Your task –
Within the listing below, locate all lines containing the word "paths". Copy each one.
========
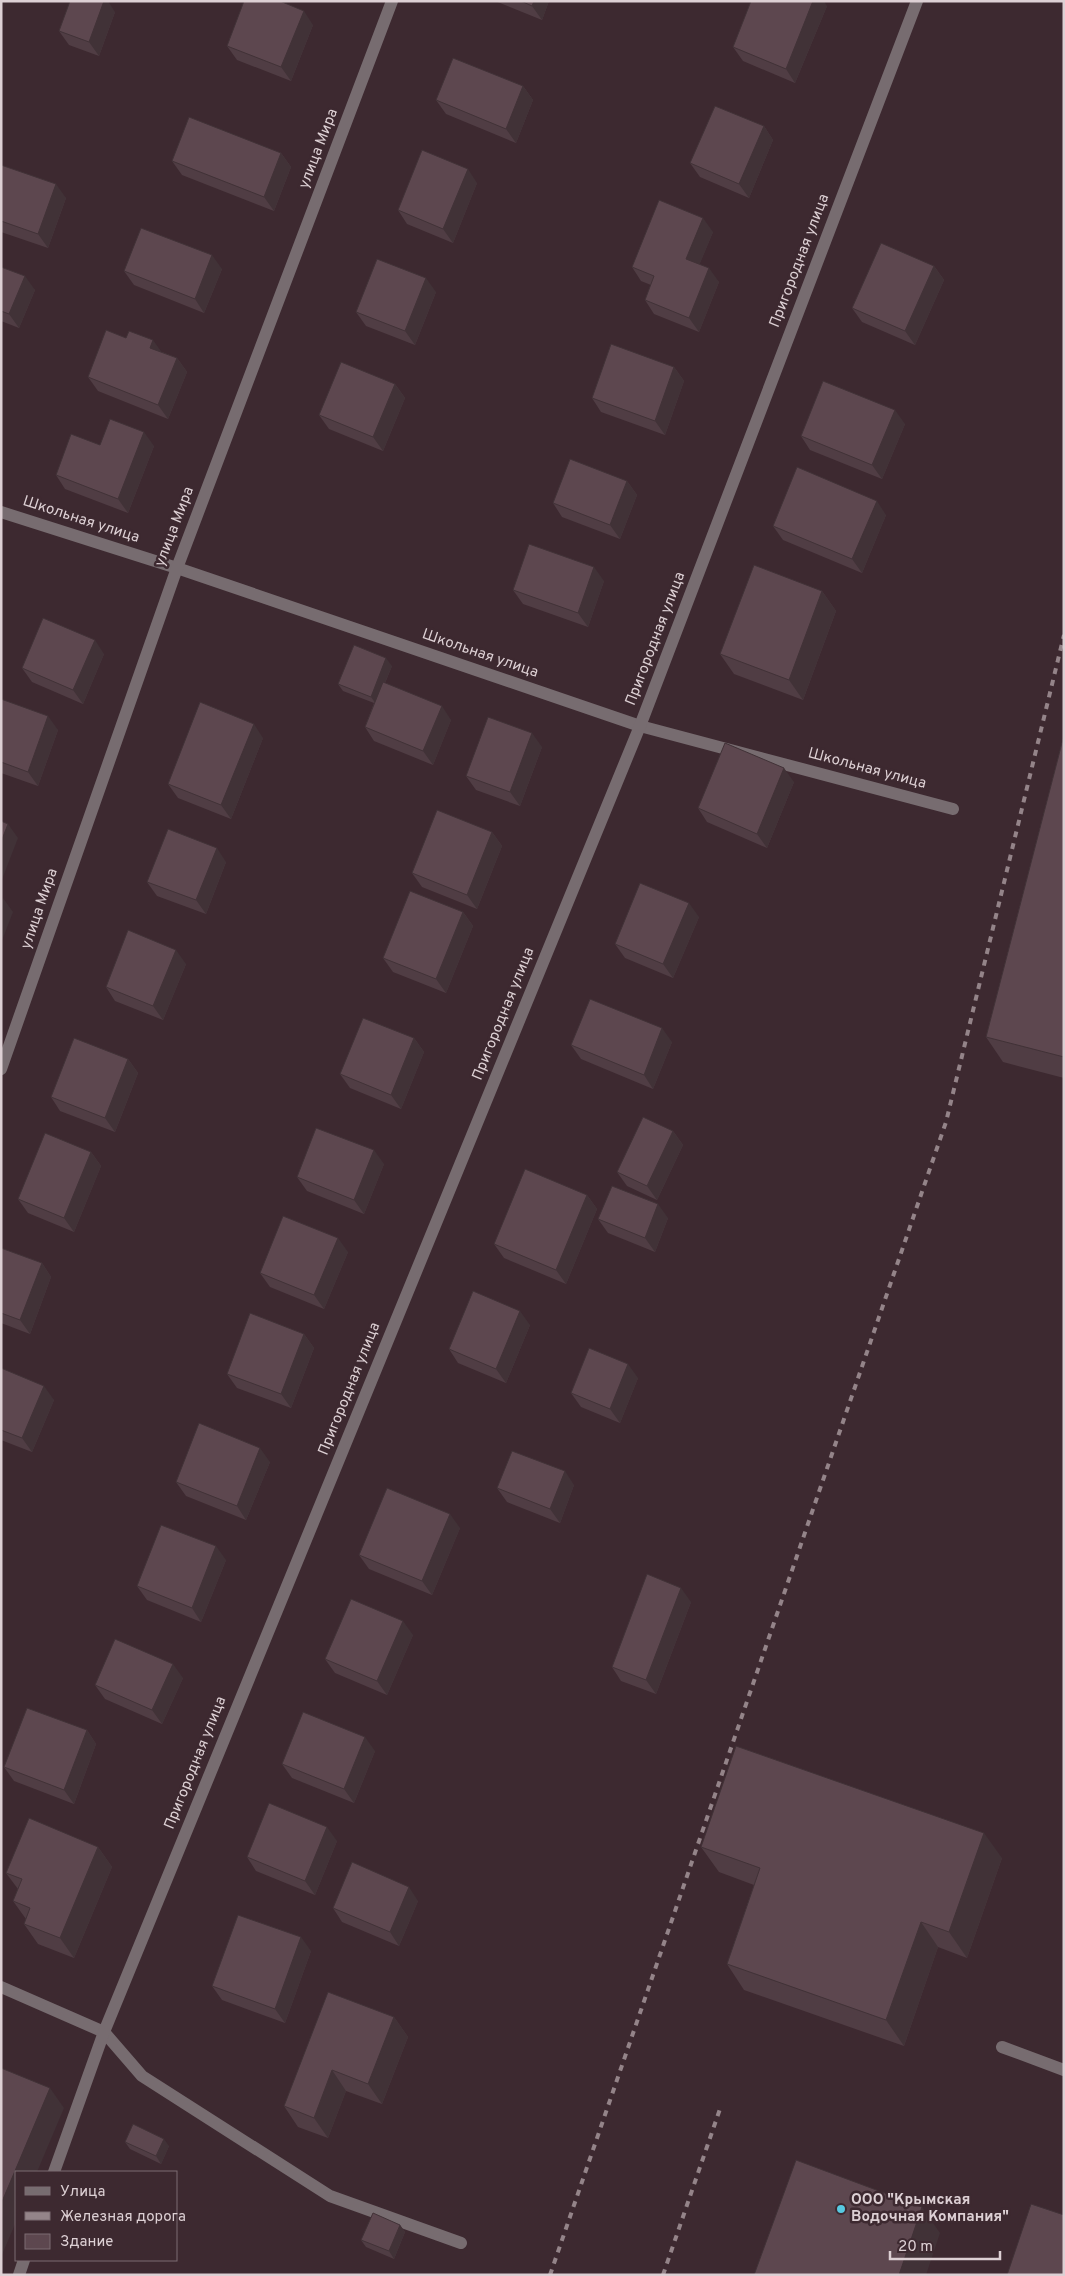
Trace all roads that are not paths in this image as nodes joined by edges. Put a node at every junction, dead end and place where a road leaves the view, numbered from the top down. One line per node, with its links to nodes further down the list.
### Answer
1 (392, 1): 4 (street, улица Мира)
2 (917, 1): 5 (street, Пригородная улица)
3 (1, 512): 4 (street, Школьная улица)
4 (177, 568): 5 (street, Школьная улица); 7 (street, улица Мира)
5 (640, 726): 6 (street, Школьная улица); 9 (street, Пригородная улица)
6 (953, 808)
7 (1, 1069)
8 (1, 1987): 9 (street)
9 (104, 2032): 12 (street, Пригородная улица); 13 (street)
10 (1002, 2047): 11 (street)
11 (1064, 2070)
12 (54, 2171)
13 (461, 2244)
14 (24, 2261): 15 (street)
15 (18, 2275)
========
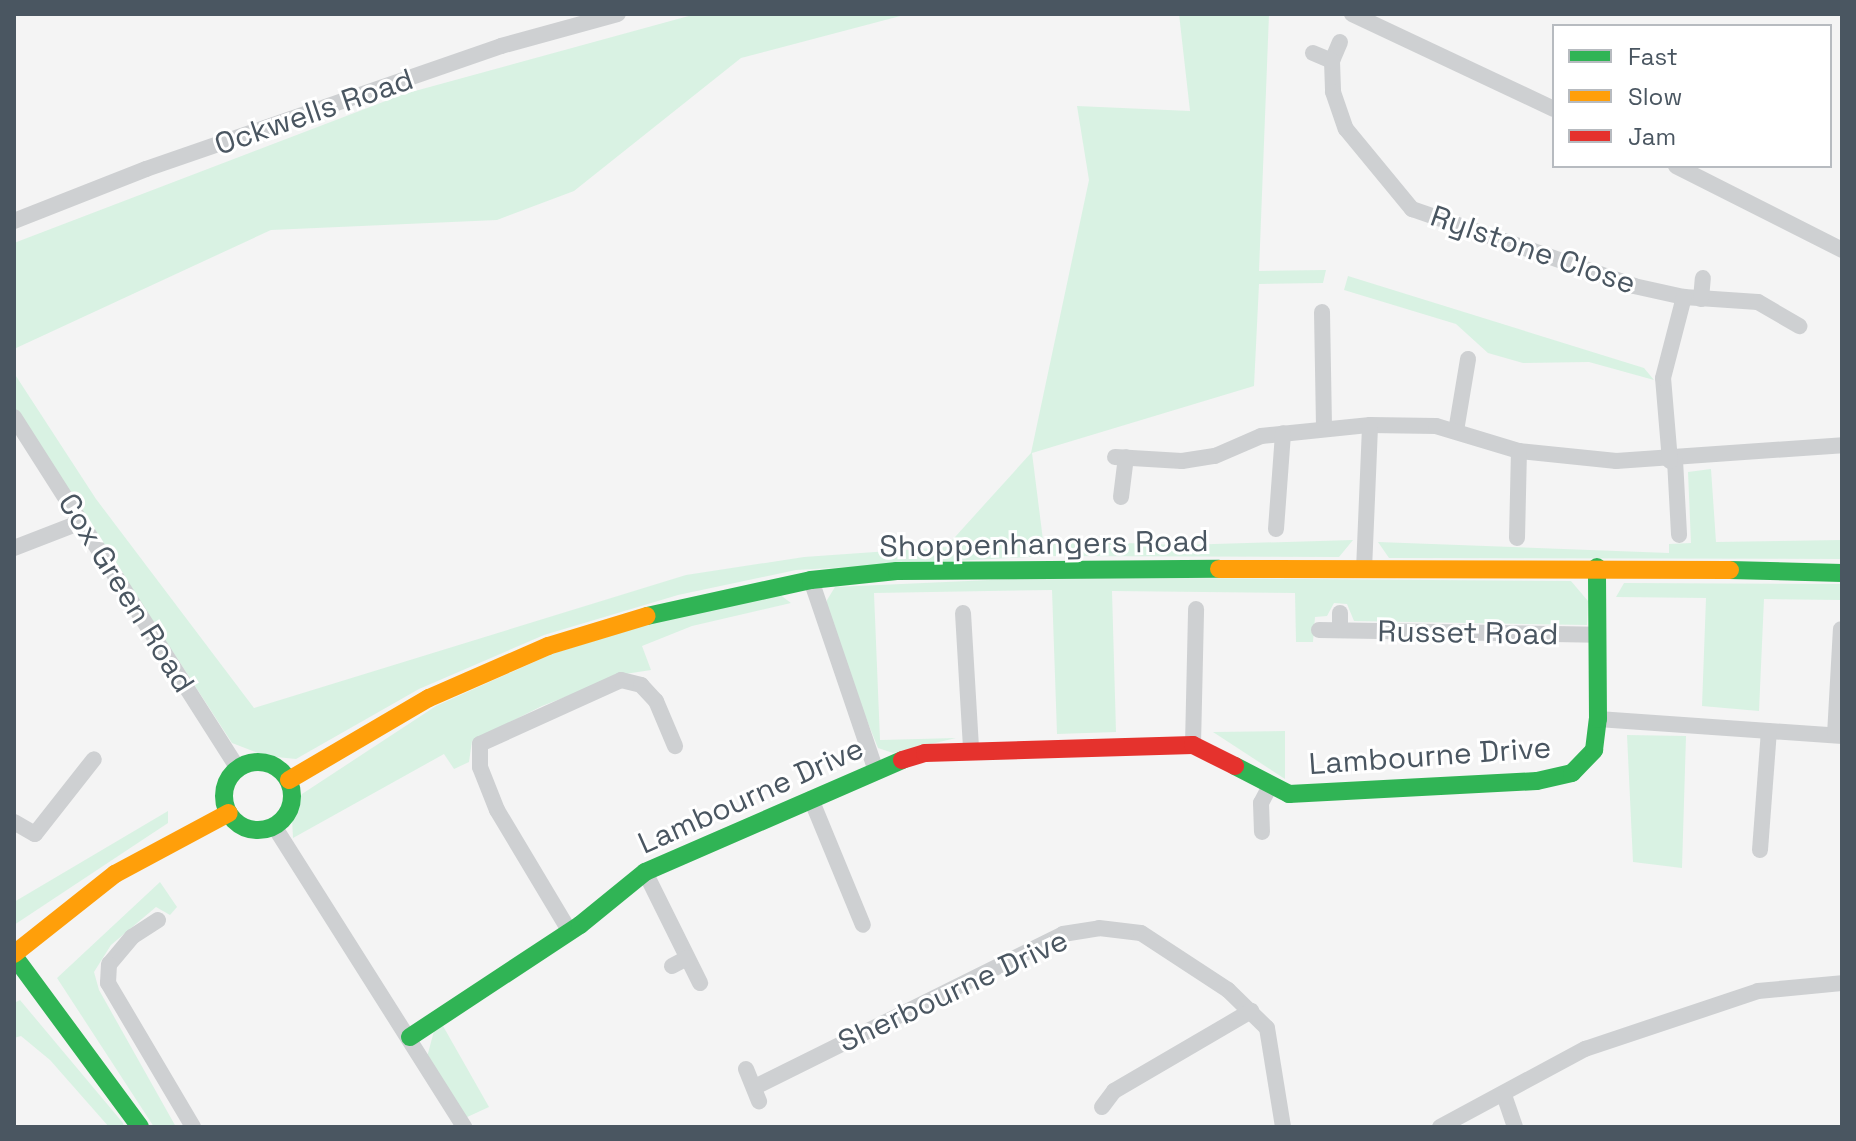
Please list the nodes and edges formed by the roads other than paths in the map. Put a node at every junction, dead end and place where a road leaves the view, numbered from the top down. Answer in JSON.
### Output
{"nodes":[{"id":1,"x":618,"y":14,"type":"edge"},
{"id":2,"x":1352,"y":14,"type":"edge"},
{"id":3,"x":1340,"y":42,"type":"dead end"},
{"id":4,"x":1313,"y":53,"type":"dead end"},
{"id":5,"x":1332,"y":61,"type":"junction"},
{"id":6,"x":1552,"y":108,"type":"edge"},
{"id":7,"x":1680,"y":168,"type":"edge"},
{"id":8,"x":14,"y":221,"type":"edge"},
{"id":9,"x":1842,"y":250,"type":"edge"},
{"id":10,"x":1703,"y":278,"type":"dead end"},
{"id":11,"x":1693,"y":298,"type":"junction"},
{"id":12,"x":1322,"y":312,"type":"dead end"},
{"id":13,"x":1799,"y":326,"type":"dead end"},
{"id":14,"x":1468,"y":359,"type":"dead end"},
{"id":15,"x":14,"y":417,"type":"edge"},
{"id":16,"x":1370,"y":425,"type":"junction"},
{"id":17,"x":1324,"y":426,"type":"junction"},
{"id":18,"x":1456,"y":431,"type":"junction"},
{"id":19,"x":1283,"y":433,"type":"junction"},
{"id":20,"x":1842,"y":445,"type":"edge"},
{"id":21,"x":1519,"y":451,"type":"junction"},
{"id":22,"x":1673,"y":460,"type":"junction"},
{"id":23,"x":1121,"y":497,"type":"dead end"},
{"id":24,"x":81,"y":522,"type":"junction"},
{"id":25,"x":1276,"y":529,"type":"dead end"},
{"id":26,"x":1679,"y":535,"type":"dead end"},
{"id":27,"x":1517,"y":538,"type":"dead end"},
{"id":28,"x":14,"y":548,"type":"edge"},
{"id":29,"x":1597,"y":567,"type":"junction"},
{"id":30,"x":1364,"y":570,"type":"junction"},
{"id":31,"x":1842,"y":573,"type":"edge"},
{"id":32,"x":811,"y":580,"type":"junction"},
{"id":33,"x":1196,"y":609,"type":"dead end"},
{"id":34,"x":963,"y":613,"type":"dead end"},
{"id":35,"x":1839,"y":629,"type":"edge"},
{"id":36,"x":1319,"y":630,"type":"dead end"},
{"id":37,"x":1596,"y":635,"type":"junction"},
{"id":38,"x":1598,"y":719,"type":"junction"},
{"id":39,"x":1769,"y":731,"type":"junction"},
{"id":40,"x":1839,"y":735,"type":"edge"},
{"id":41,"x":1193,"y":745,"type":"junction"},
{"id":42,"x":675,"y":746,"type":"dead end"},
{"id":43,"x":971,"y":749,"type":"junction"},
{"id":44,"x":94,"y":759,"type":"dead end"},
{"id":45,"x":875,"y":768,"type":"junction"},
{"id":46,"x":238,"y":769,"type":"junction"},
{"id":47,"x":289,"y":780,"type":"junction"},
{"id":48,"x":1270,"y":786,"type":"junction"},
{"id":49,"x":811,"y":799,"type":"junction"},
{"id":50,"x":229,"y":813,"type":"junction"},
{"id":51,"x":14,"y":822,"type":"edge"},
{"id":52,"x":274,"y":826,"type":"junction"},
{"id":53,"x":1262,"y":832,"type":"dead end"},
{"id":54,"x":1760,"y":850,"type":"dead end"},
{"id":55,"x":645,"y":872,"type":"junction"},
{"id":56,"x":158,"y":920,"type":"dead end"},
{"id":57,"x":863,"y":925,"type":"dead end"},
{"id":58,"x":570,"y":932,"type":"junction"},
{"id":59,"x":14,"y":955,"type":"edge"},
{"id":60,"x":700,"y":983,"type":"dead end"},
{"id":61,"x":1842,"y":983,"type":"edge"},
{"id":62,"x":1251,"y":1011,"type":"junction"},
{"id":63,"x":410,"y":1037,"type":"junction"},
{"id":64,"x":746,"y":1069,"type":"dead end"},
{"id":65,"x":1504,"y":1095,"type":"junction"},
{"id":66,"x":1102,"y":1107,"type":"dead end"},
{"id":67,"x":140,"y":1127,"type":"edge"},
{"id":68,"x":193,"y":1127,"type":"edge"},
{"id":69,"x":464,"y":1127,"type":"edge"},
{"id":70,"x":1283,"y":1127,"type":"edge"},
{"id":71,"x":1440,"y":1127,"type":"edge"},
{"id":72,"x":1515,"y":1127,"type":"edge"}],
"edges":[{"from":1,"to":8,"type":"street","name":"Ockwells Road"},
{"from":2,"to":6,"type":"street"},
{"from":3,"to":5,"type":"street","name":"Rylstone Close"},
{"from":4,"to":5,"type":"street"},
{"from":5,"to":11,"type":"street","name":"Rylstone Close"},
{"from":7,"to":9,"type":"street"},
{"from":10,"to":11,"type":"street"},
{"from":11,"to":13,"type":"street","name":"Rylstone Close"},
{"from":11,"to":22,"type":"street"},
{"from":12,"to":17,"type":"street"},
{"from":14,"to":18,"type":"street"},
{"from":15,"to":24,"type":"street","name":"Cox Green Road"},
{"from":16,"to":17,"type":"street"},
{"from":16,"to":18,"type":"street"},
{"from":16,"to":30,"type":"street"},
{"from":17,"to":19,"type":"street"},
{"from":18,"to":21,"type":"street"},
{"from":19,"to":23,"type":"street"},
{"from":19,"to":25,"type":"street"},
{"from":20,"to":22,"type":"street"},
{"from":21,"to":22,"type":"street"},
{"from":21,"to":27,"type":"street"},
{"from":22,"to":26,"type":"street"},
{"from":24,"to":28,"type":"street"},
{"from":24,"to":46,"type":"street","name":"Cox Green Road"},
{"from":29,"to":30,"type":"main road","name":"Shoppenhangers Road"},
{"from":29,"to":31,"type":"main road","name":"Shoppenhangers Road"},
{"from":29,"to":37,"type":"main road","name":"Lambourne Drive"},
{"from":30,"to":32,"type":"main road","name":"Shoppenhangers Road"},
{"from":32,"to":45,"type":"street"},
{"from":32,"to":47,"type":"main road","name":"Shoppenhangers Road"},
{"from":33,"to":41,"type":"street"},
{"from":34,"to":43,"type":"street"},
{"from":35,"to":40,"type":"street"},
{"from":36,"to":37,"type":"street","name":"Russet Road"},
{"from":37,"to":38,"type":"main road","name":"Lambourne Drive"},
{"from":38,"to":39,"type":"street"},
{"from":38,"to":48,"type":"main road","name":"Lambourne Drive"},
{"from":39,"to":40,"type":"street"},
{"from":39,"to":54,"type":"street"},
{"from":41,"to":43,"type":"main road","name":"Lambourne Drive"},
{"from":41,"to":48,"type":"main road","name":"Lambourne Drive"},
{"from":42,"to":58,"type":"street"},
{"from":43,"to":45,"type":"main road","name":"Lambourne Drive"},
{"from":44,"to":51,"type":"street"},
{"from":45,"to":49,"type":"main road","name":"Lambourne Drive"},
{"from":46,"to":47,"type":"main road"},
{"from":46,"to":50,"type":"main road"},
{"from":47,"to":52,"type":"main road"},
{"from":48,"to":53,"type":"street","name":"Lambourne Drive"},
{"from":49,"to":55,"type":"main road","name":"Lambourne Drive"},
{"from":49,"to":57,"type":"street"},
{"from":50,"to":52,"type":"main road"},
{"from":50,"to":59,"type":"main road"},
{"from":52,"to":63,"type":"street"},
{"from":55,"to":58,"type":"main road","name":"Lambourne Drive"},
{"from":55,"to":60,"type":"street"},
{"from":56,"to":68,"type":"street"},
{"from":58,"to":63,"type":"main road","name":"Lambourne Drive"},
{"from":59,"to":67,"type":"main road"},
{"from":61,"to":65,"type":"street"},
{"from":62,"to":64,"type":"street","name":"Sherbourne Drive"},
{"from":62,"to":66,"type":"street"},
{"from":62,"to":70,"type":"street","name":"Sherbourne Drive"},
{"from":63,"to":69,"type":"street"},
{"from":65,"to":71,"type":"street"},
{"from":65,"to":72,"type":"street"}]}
========
Answer space –
Trace all roads that are not paths in this image as nodes joined by edges. Put a node at every junction, dead end and place where a road leaves the view, numbered from the top down. One line per node, with its links to nodes further down the list.
Please list the nodes and edges formed by the roads other than paths in the map. Put a node at every junction, dead end and place where a road leaves the view, numbered from the top down. Answer in JSON.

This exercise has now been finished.